> WORK INSTRUCTIONS:
What lines of the data below hold the string "thumb"? Copy each one out.

(Images with localized body landmarks)
※ ※ ※

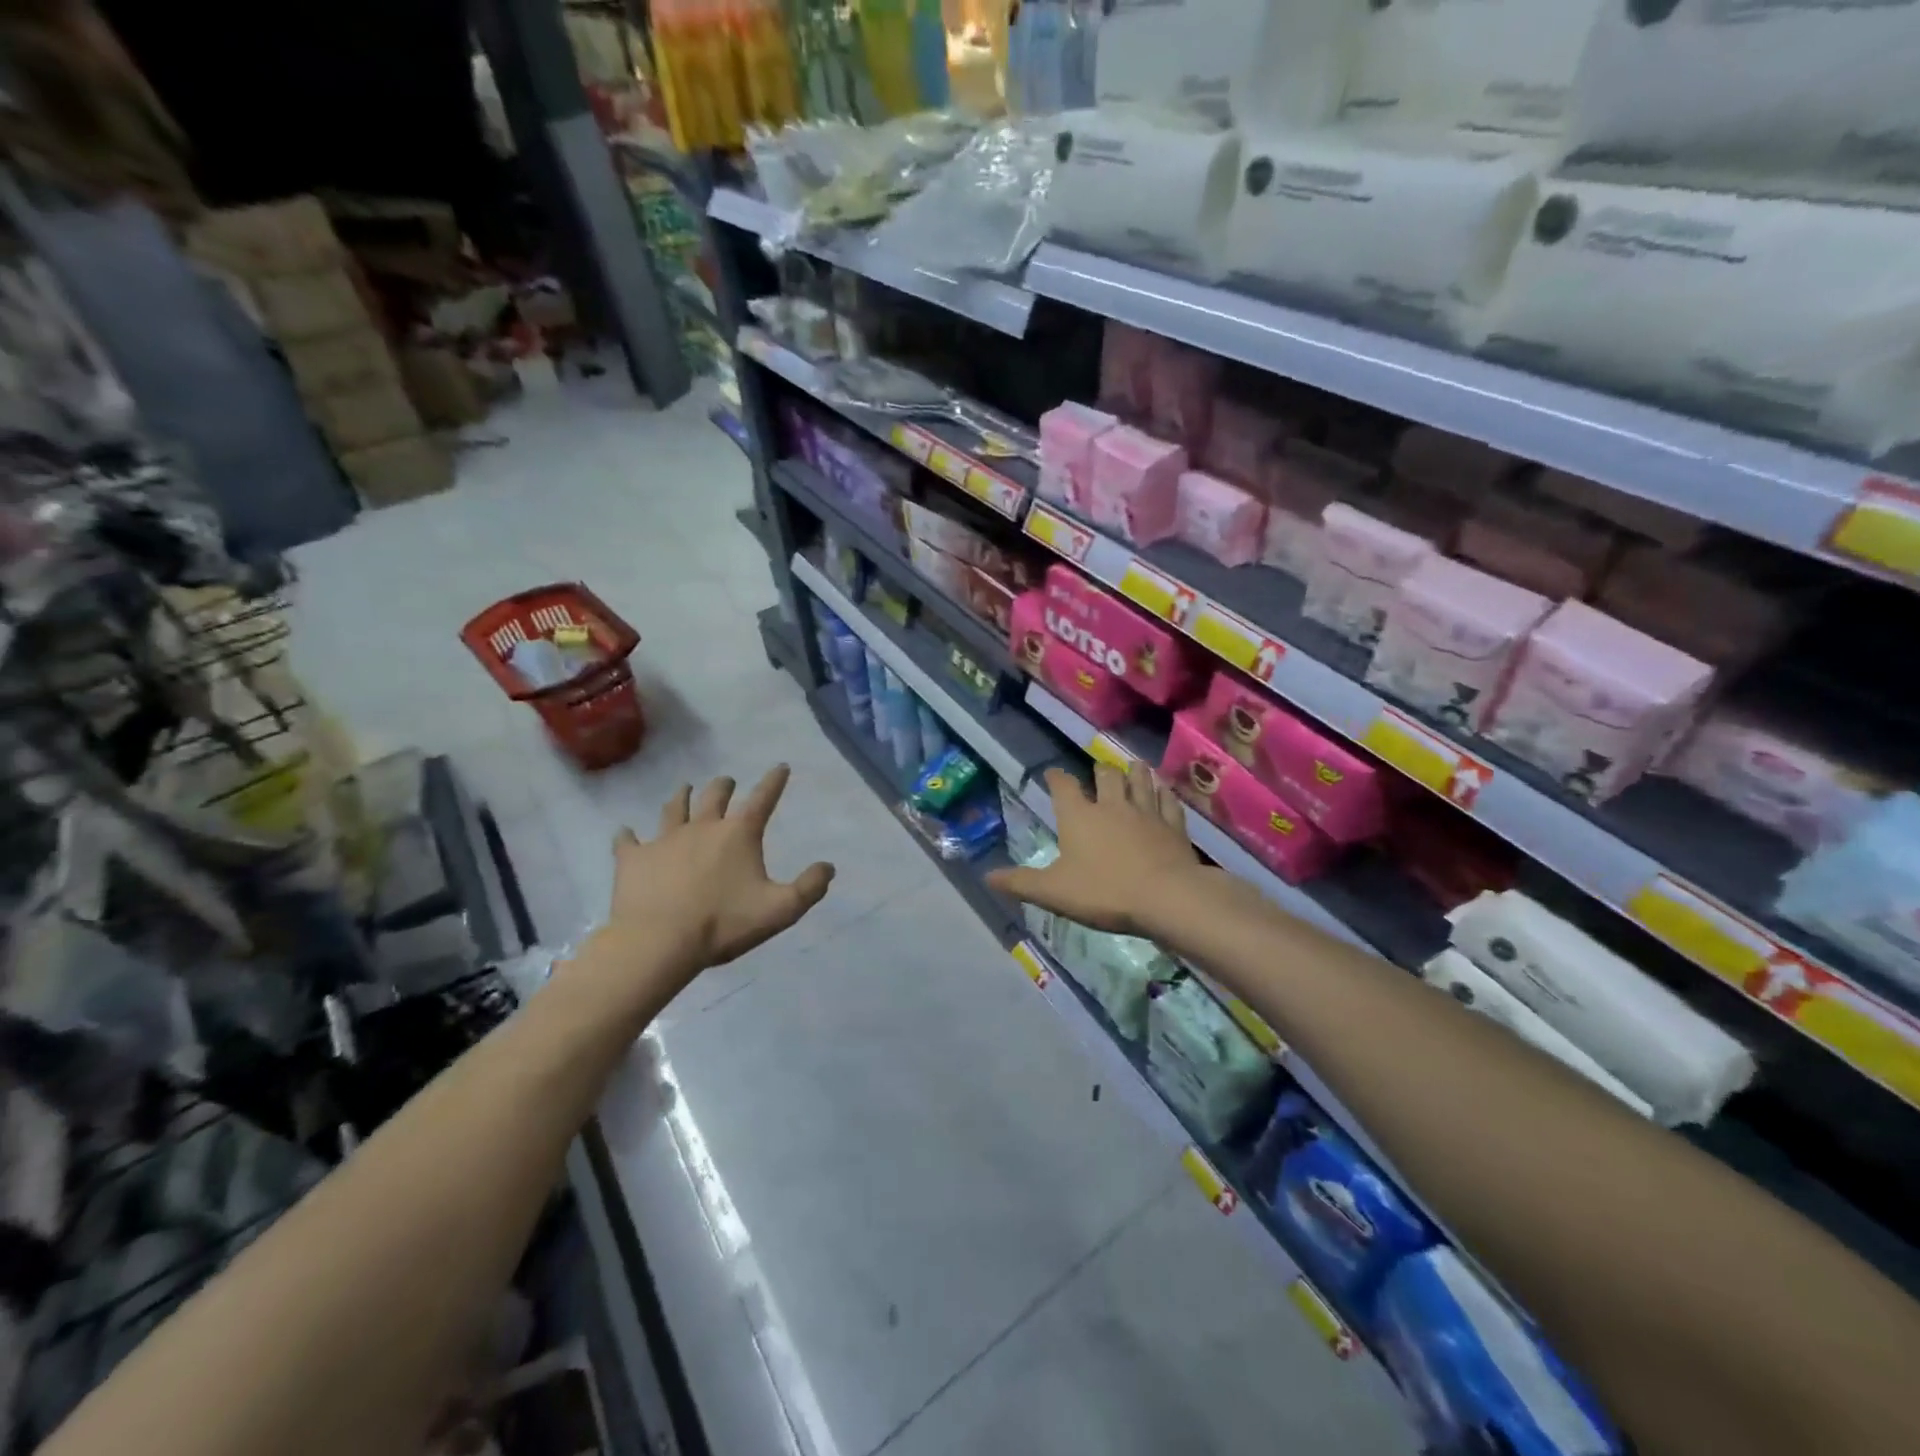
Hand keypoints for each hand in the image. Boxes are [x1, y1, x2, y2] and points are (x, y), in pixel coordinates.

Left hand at [599, 766, 834, 977]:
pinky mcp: (633, 858)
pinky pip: (628, 841)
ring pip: (673, 808)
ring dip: (681, 797)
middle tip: (727, 781)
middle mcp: (702, 826)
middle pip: (715, 795)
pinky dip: (628, 836)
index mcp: (738, 834)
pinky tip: (625, 832)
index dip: (774, 781)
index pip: (763, 799)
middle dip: (724, 786)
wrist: (659, 942)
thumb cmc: (724, 923)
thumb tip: (828, 867)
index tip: (781, 766)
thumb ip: (810, 887)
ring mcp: (664, 839)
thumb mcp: (781, 910)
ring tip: (684, 788)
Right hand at [986, 762, 1201, 938]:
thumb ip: (1020, 883)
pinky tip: (1165, 791)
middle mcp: (1112, 805)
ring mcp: (1146, 812)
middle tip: (1099, 769)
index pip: (1063, 787)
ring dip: (1135, 772)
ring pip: (1140, 781)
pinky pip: (1168, 802)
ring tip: (1133, 766)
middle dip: (1100, 770)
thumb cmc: (1104, 892)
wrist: (1166, 897)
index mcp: (1079, 816)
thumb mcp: (1053, 892)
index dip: (1056, 778)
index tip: (1053, 774)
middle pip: (1106, 775)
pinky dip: (1164, 794)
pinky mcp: (1173, 826)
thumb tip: (987, 877)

※ ※ ※

> EXERCISE RESULT:
thumb cmc: (724, 923)
thumb tip: (828, 867)
thumb ip: (810, 887)
thumb mcp: (781, 910)
thumb ip: (1020, 883)
thumb cmc: (1104, 892)
thumb mcp: (1053, 892)
thumb tip: (987, 877)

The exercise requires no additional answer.